Finding the Right Problem to Solve

It’s tempting, isn’t it? That flash of a brilliant idea for a new product. We’ve all been there. But jumping straight into solutions is probably the biggest mistake a team can make. A killer solution for a problem nobody has—or worse, a problem nobody cares enough about to solve—is a fast track to nowhere.
Every great business starts with a deep, almost obsessive, understanding of a real problem. So, before your team even whispers the words "product" or "feature," the first job is to get everyone aligned on the challenge itself. This isn't about brainstorming. It’s about investigation. It’s about being curious and digging past the obvious to find the real frustrations people are dealing with every day.
Uncovering Pain Points Through Virtual Interviews
Honestly, the best way to get to the heart of a problem is to just talk to the people who are living it. For remote teams, that means getting really good at virtual stakeholder interviews. Think of these less as formal Q&As and more as guided conversations.

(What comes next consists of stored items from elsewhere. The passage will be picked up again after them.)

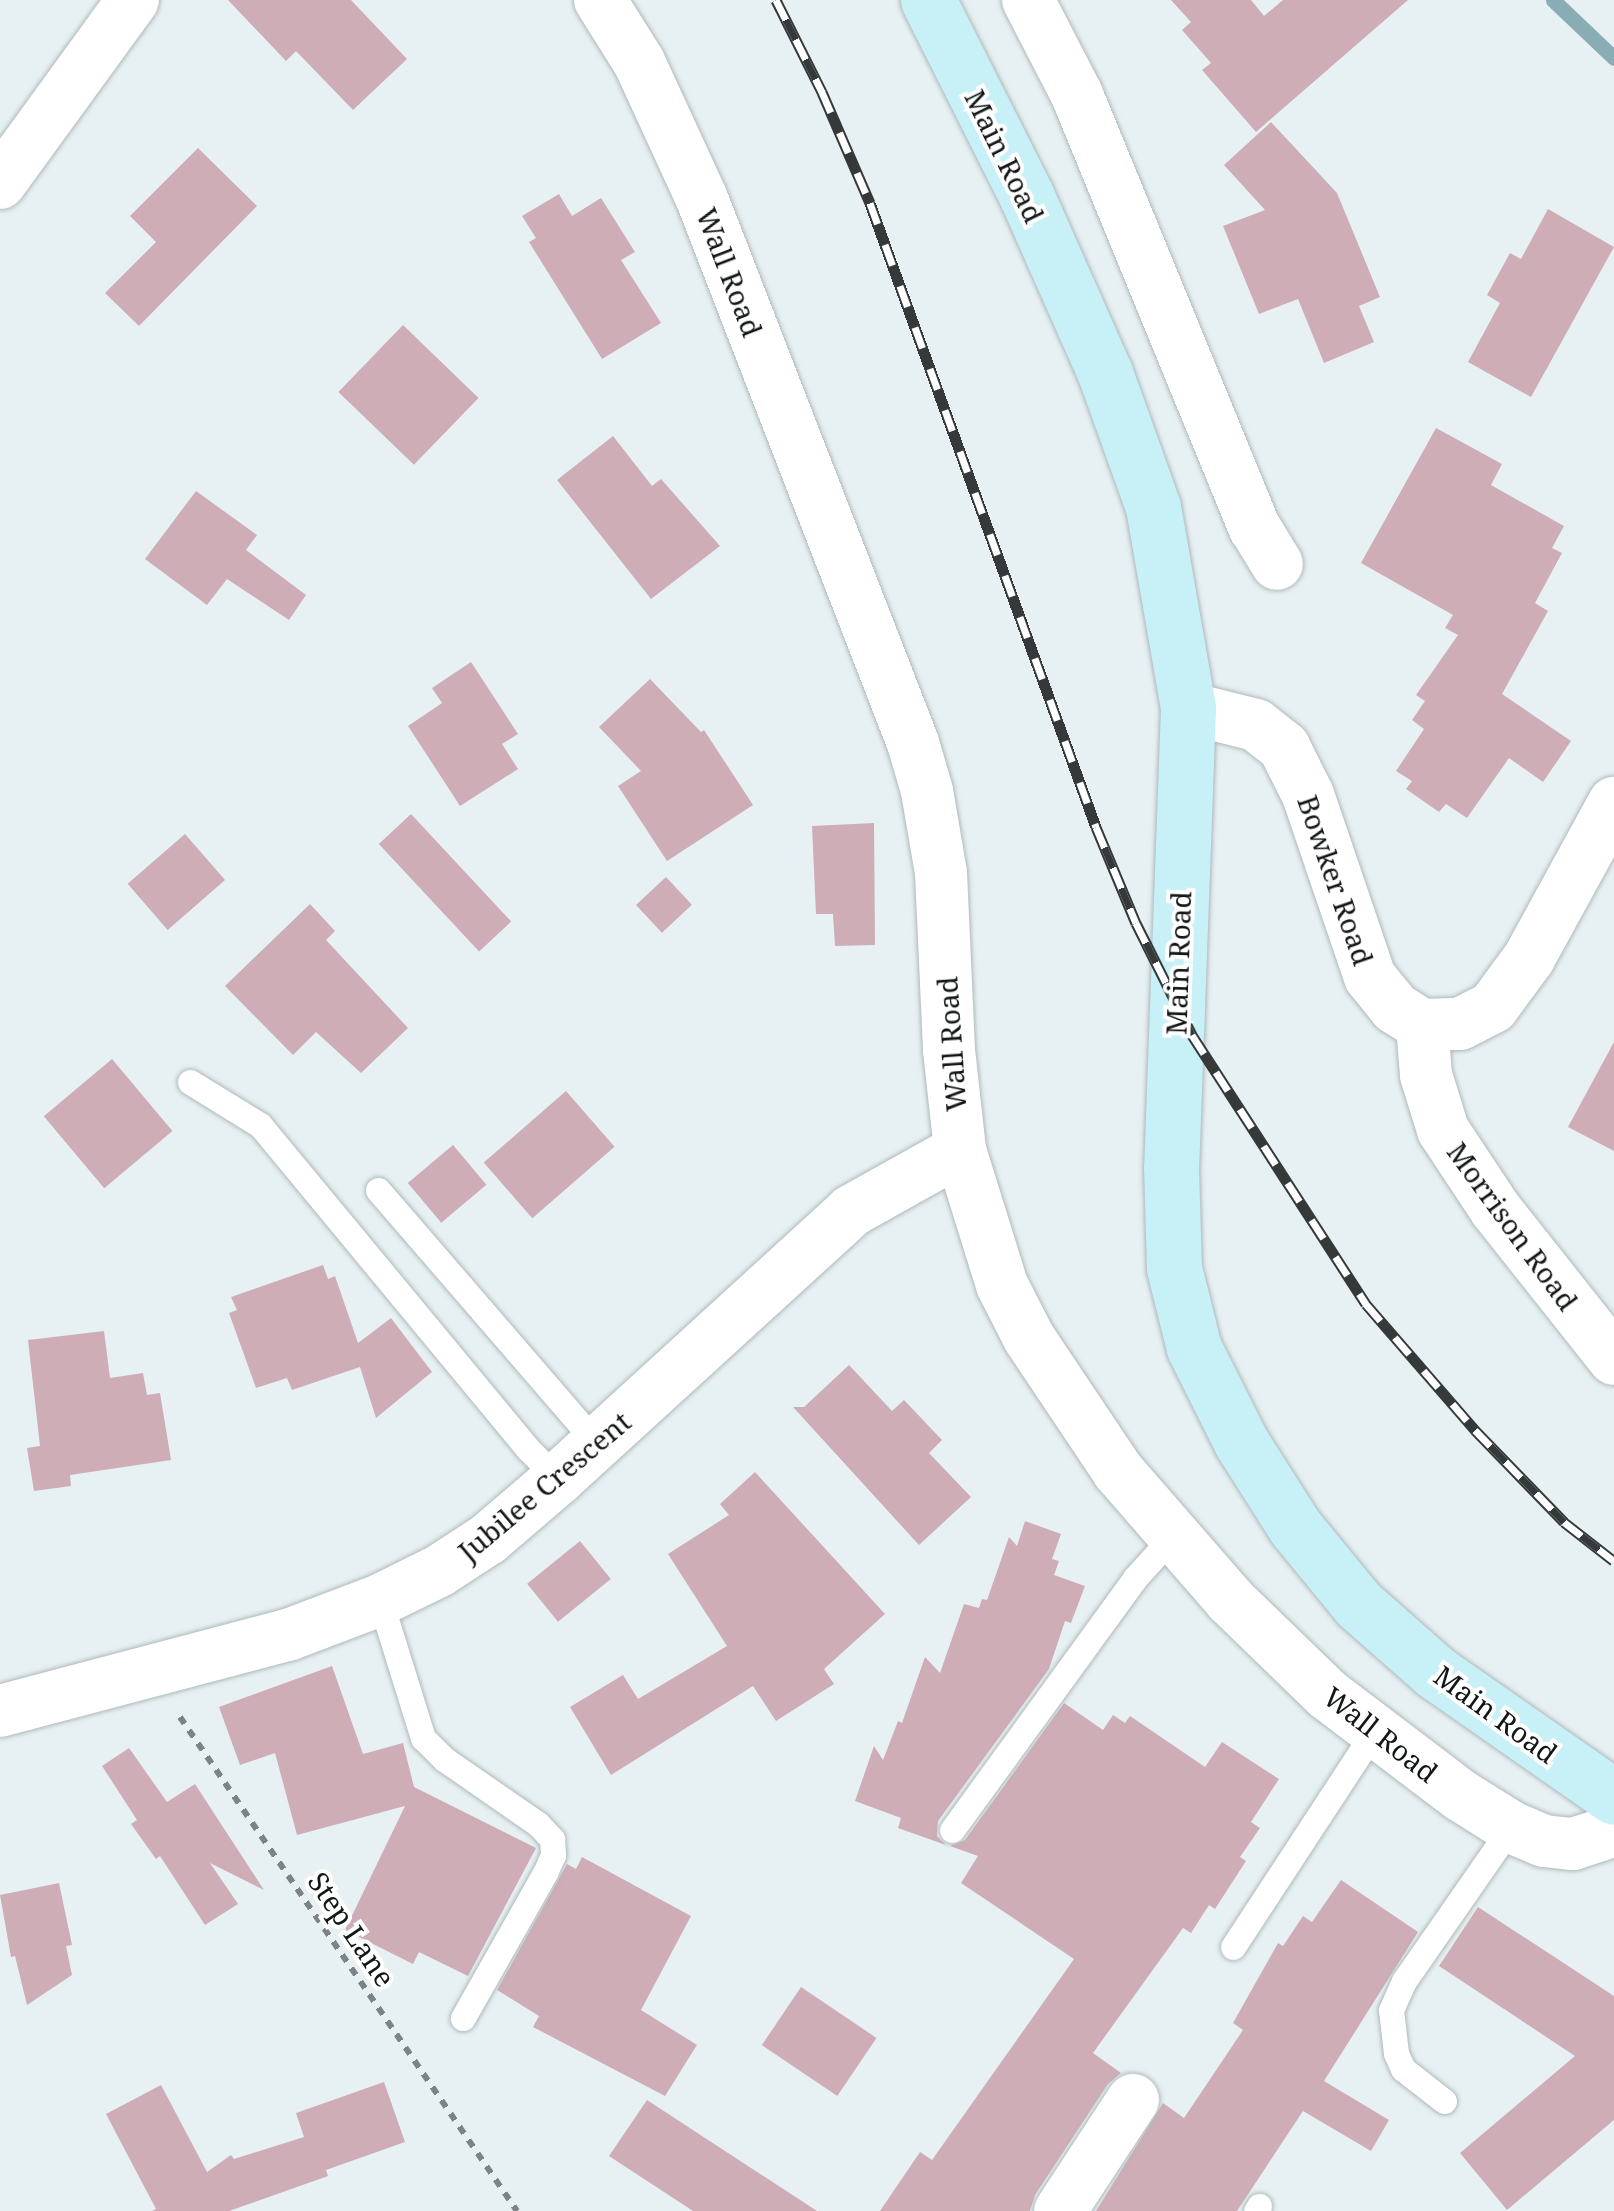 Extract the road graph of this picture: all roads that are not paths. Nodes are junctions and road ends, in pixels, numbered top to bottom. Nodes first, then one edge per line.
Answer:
1 (133, 0) edge
2 (600, 0) edge
3 (928, 0) edge
4 (1028, 0) edge
5 (0, 183) edge
6 (1277, 564) dead end
7 (1188, 708) junction
8 (1614, 803) edge
9 (1422, 1025) junction
10 (190, 1082) dead end
11 (960, 1150) junction
12 (378, 1190) dead end
13 (1614, 1359) edge
14 (597, 1444) junction
15 (558, 1479) junction
16 (1174, 1535) junction
17 (380, 1600) junction
18 (0, 1711) edge
19 (1375, 1730) junction
20 (1614, 1798) edge
21 (1614, 1824) edge
22 (1511, 1827) junction
23 (952, 1830) dead end
24 (1232, 1947) dead end
25 (463, 2018) dead end
26 (1133, 2100) dead end
27 (1444, 2101) dead end
28 (1060, 2211) edge

1 - 5 street
2 - 11 street, Wall Road
3 - 7 main road, Main Road
4 - 6 street
7 - 9 street, Bowker Road
7 - 20 main road, Main Road
8 - 9 street
9 - 13 street, Morrison Road
10 - 15 lane
11 - 14 street, Jubilee Crescent
11 - 16 street, Wall Road
12 - 14 lane
14 - 15 street, Jubilee Crescent
15 - 17 street, Jubilee Crescent
16 - 19 street, Wall Road
16 - 23 lane
17 - 18 street, Jubilee Crescent
17 - 25 lane
19 - 22 street, Wall Road
19 - 24 lane
21 - 22 street, Wall Road
22 - 27 lane
26 - 28 street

Your only goal is to get them to tell you stories about their experiences, their headaches, and their workarounds.
The real gold is often in the details they mention offhand or the frustration you can hear in their voice as they recount a specific struggle.
Here are a few ground rules I’ve learned for running these calls effectively:
- Go for open-ended questions. Don't ask, "Is managing invoices hard?" That’s a dead end. Instead, try something like, "Can you walk me through what it was like managing invoices last month?"
- Focus on the past, not the future. People are terrible at predicting what they would do. But they are fantastic storytellers about what they did. Ask about a specific, real-life instance.
- Listen more than you talk. I aim for an 80/20 split. Let the interviewee do 80% of the talking. Your role is to be a quiet guide, not the star of the show.
These conversations give you the raw material you need to build something that actually matters. The patterns you spot across multiple interviews are your signposts pointing toward a problem worth solving.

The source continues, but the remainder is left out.